In John Baez's blog post http://www.math.ucr.edu/home/baez/week151.html, Baez gives a short proof of why $S^\infty$ is contractible, using that $S^\infty$ is the unit sphere in a infinite dimensional Hilbert space.
I can't resist explaining why the unit sphere in an infinite-dimensional Hilbert space is contractible. It seems very odd that a sphere could be contractible, but this is one of those funny things about infinite dimensions. Take our Hilbert space to be $L^2[0,1]$ and consider any function f in the unit sphere of this Hilbert space: $$\int|f(x)|^2 dx = 1$$ For $t$ between $0$ and $1$, let $f_t(x)$ be a function that equals $1$ for $x < t$, and a sped-up version of $f$ for $x$ greater than or equal to $t$. If you do this right $f_t$ will still lie in the unit sphere, and you'll have a way of contracting the whole unit sphere down to a single point, namely the constant function $1$. Cute, huh?

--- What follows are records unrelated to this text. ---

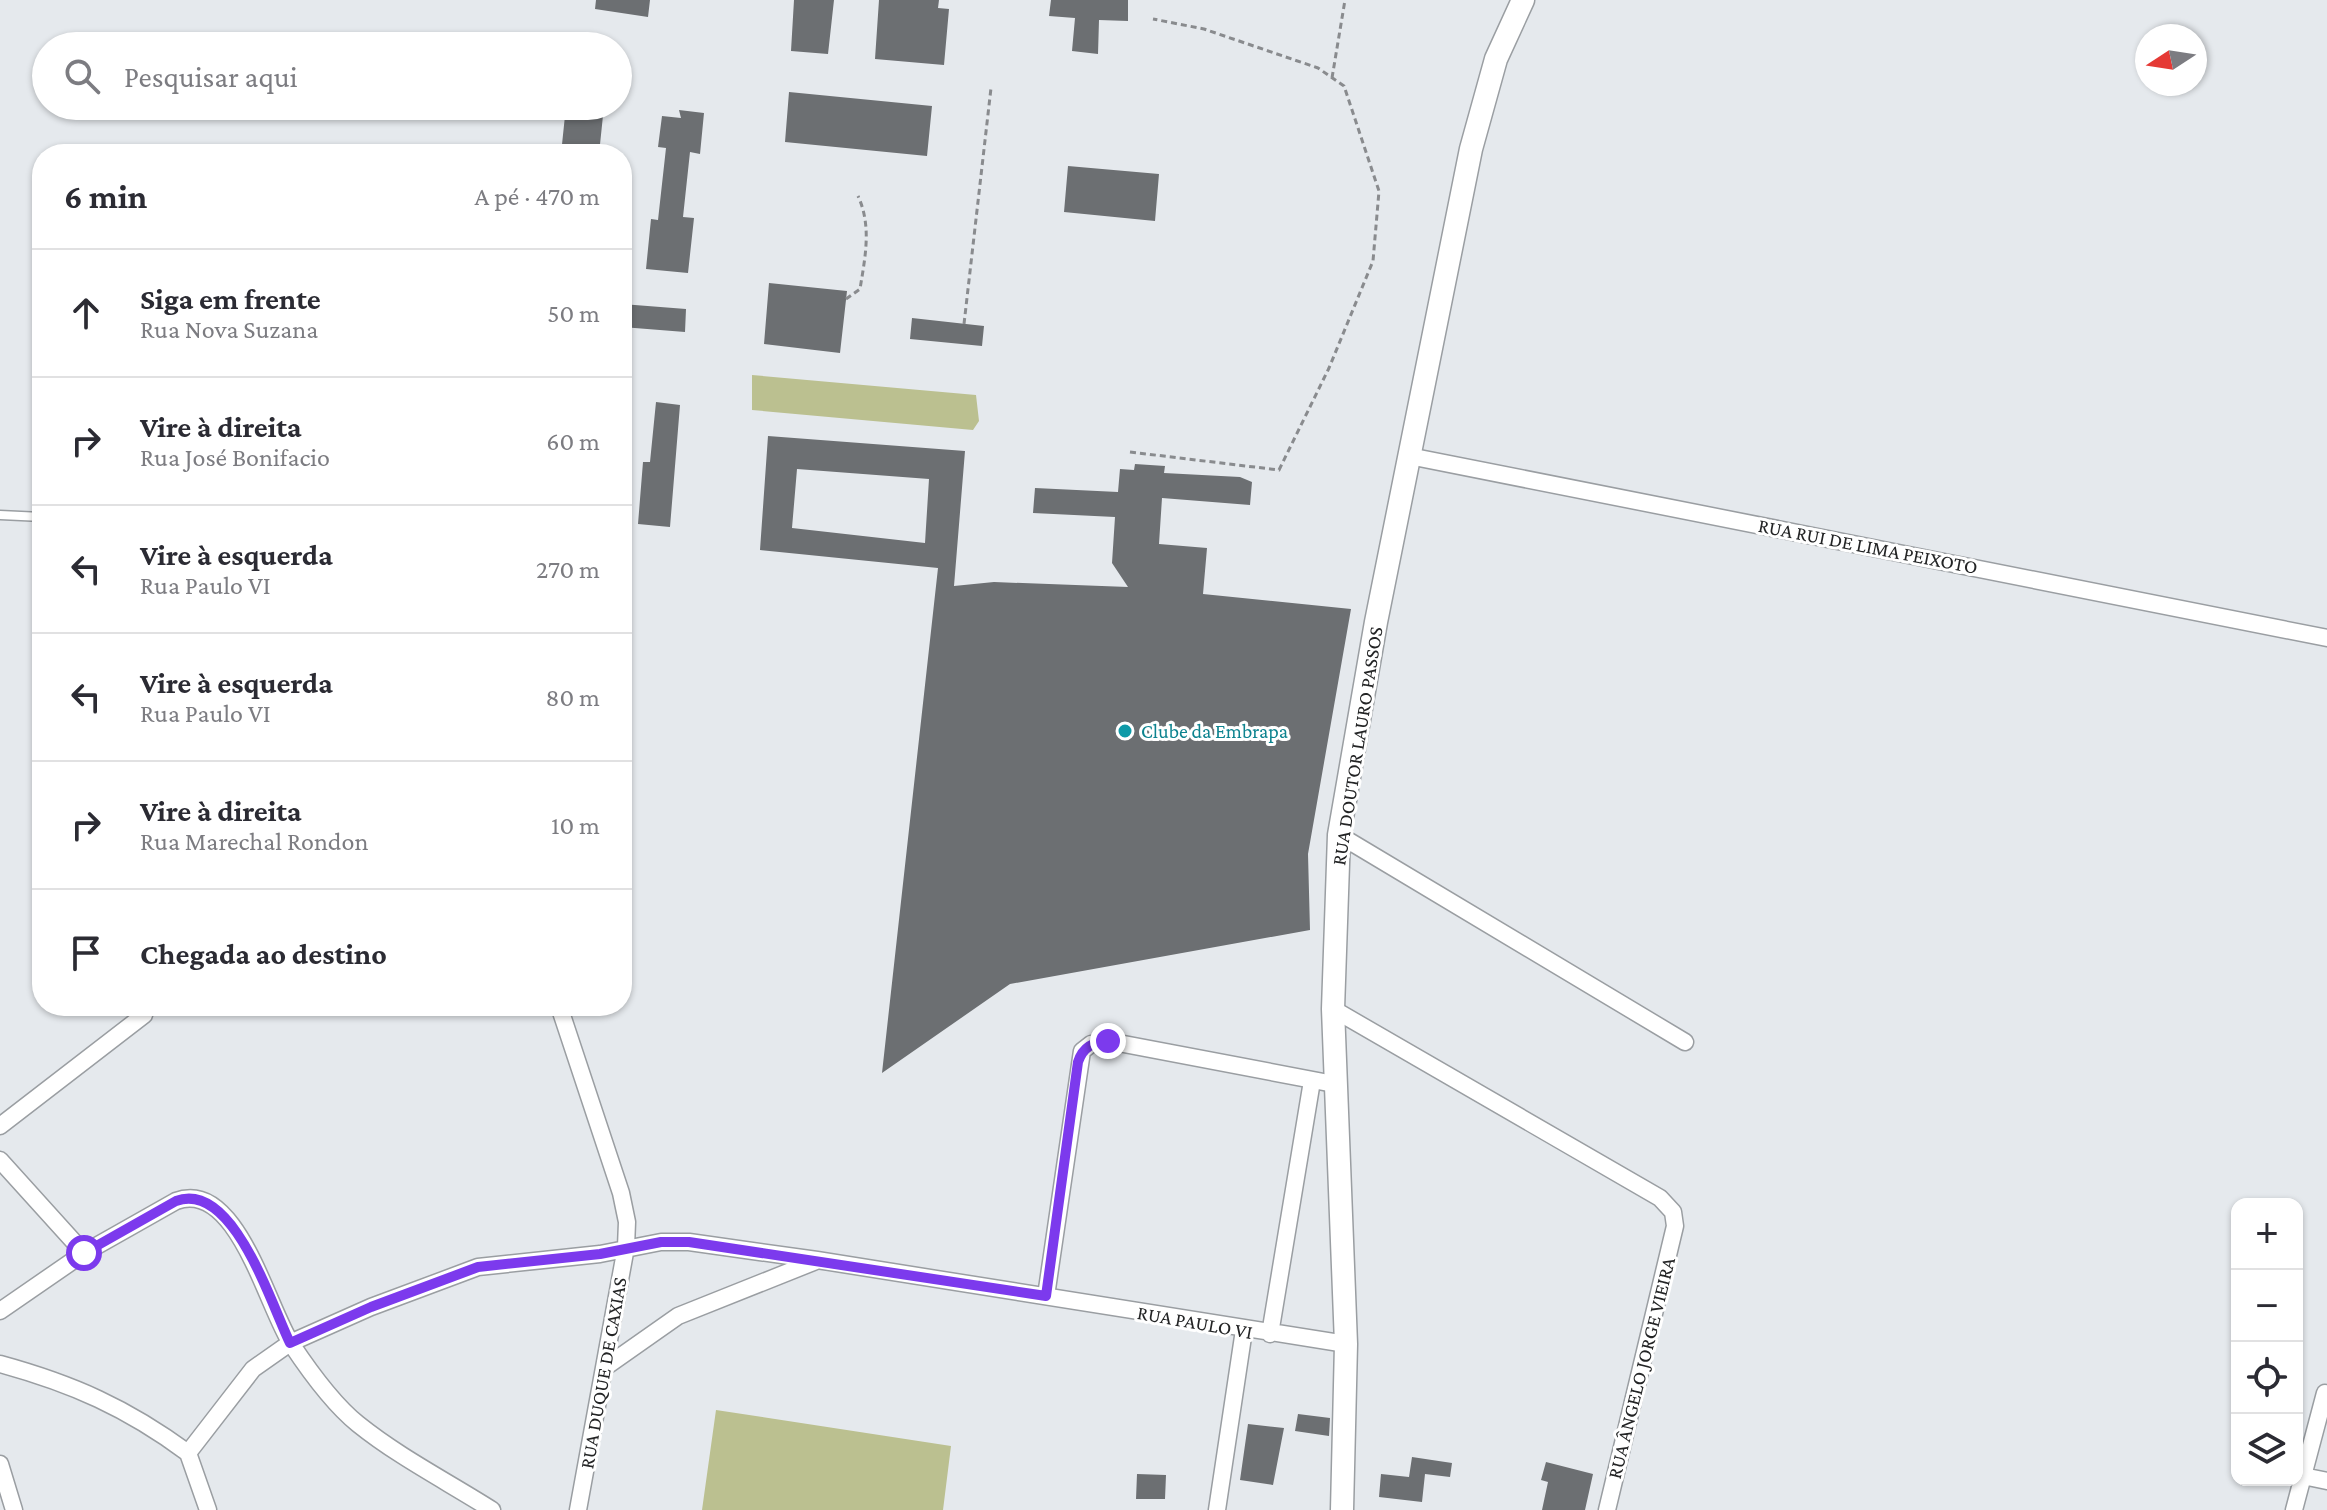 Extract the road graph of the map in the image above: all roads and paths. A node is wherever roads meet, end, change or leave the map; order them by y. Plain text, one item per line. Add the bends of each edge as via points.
1 (1345, 0) edge
2 (1523, 0) edge
3 (1153, 19) dead end
4 (1332, 78) junction
5 (991, 88) dead end
6 (858, 196) dead end
7 (846, 299) dead end
8 (964, 324) dead end
9 (1130, 452) dead end
10 (1409, 456) junction
11 (0, 515) edge
12 (32, 517) edge
13 (2327, 638) edge
14 (1339, 835) junction
15 (1333, 1009) junction
16 (143, 1016) edge
17 (562, 1016) edge
18 (1685, 1042) dead end
19 (1323, 1082) junction
20 (0, 1126) edge
21 (0, 1160) edge
22 (626, 1247) junction
23 (84, 1253) junction
24 (817, 1260) junction
25 (1046, 1296) junction
26 (0, 1311) edge
27 (1244, 1330) junction
28 (1270, 1334) junction
29 (290, 1343) junction
30 (1346, 1344) junction
31 (0, 1364) edge
32 (604, 1368) junction
33 (2325, 1393) dead end
34 (188, 1453) junction
35 (0, 1464) edge
36 (2303, 1476) joint
37 (2327, 1481) edge
38 (2300, 1486) edge
39 (14, 1510) edge
40 (208, 1510) edge
41 (492, 1510) edge
42 (578, 1510) edge
43 (1217, 1510) edge
44 (1342, 1510) edge
45 (1607, 1510) edge
46 (2294, 1510) edge

1 - 4 path
2 - 10 main road, RUA DOUTOR LAURO PASSOS via 1483,96
3 - 4 path via 1204,29 1318,68
4 - 9 path via 1344,86 1379,191 1373,261 1279,470
5 - 8 path
6 - 7 path via 867,215 865,261 860,289
10 - 13 street, RUA RUI DE LIMA PEIXOTO
10 - 14 main road, RUA DOUTOR LAURO PASSOS
11 - 12 lane
14 - 15 main road, RUA DOUTOR LAURO PASSOS
14 - 18 street
15 - 19 main road, RUA DOUTOR LAURO PASSOS
15 - 45 street, RUA ÂNGELO JORGE VIEIRA via 1660,1198 1673,1212 1675,1226
16 - 20 street
17 - 22 street, RUA DUQUE DE CAXIAS via 621,1193
19 - 25 street via 1108,1041 1091,1044 1082,1051
19 - 28 street
19 - 30 main road, RUA DOUTOR LAURO PASSOS
21 - 23 street
22 - 24 street, RUA PAULO VI via 689,1242
22 - 29 street, RUA PAULO VI via 478,1267
22 - 32 street, RUA DUQUE DE CAXIAS
23 - 26 street
23 - 29 street via 176,1201 191,1197 215,1207 233,1224
24 - 25 street, RUA PAULO VI
24 - 32 street via 678,1316
25 - 27 street, RUA PAULO VI
27 - 28 street, RUA PAULO VI
27 - 43 street
28 - 30 street, RUA PAULO VI
29 - 34 street, RUA PAULO VI via 238,1384
29 - 41 street via 357,1423
30 - 44 main road, RUA DOUTOR LAURO PASSOS
31 - 34 street via 103,1400 141,1418
32 - 42 street, RUA DUQUE DE CAXIAS
33 - 36 street
34 - 40 street
35 - 39 street
36 - 37 street
38 - 46 street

This appears to draw a path from each point in $S^\infty$ to $1$. I guess you can form the homotopy that drags each vector along its path to $1$ but I'm not sure how to show this is a contraction. I imagine doing a similar thing for $S^2$, which carries each point along a geodesic to the south pole, but the resulting homotopy would rip apart the sphere at the north pole. Obviously it shouldn't work in $S^2$, but I don't see how this is addressed in infinite dimensions. Am I thinking about this wrong?
Q: How does this proof give a contraction of $S^\infty$?